▶ Problem description
Among the entries below, how many lines contain the string "middle"? Reply with that number alone.

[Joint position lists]
────
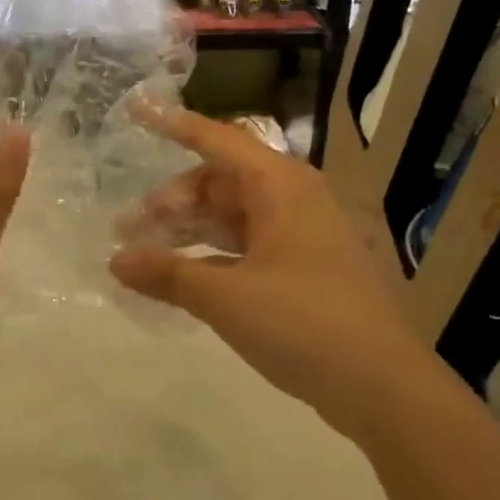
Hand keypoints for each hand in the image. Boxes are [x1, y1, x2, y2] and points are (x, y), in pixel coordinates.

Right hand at [108, 105, 446, 443]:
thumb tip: (115, 260)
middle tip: (128, 227)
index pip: (217, 140)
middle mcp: (293, 200)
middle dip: (171, 200)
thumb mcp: (225, 296)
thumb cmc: (303, 323)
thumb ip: (167, 273)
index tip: (135, 111)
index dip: (173, 125)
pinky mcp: (304, 269)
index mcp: (280, 187)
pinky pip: (246, 245)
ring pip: (232, 216)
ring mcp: (301, 236)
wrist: (384, 388)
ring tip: (145, 251)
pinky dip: (212, 254)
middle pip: (219, 182)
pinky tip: (183, 275)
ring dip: (188, 229)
────
▶ Task solution
4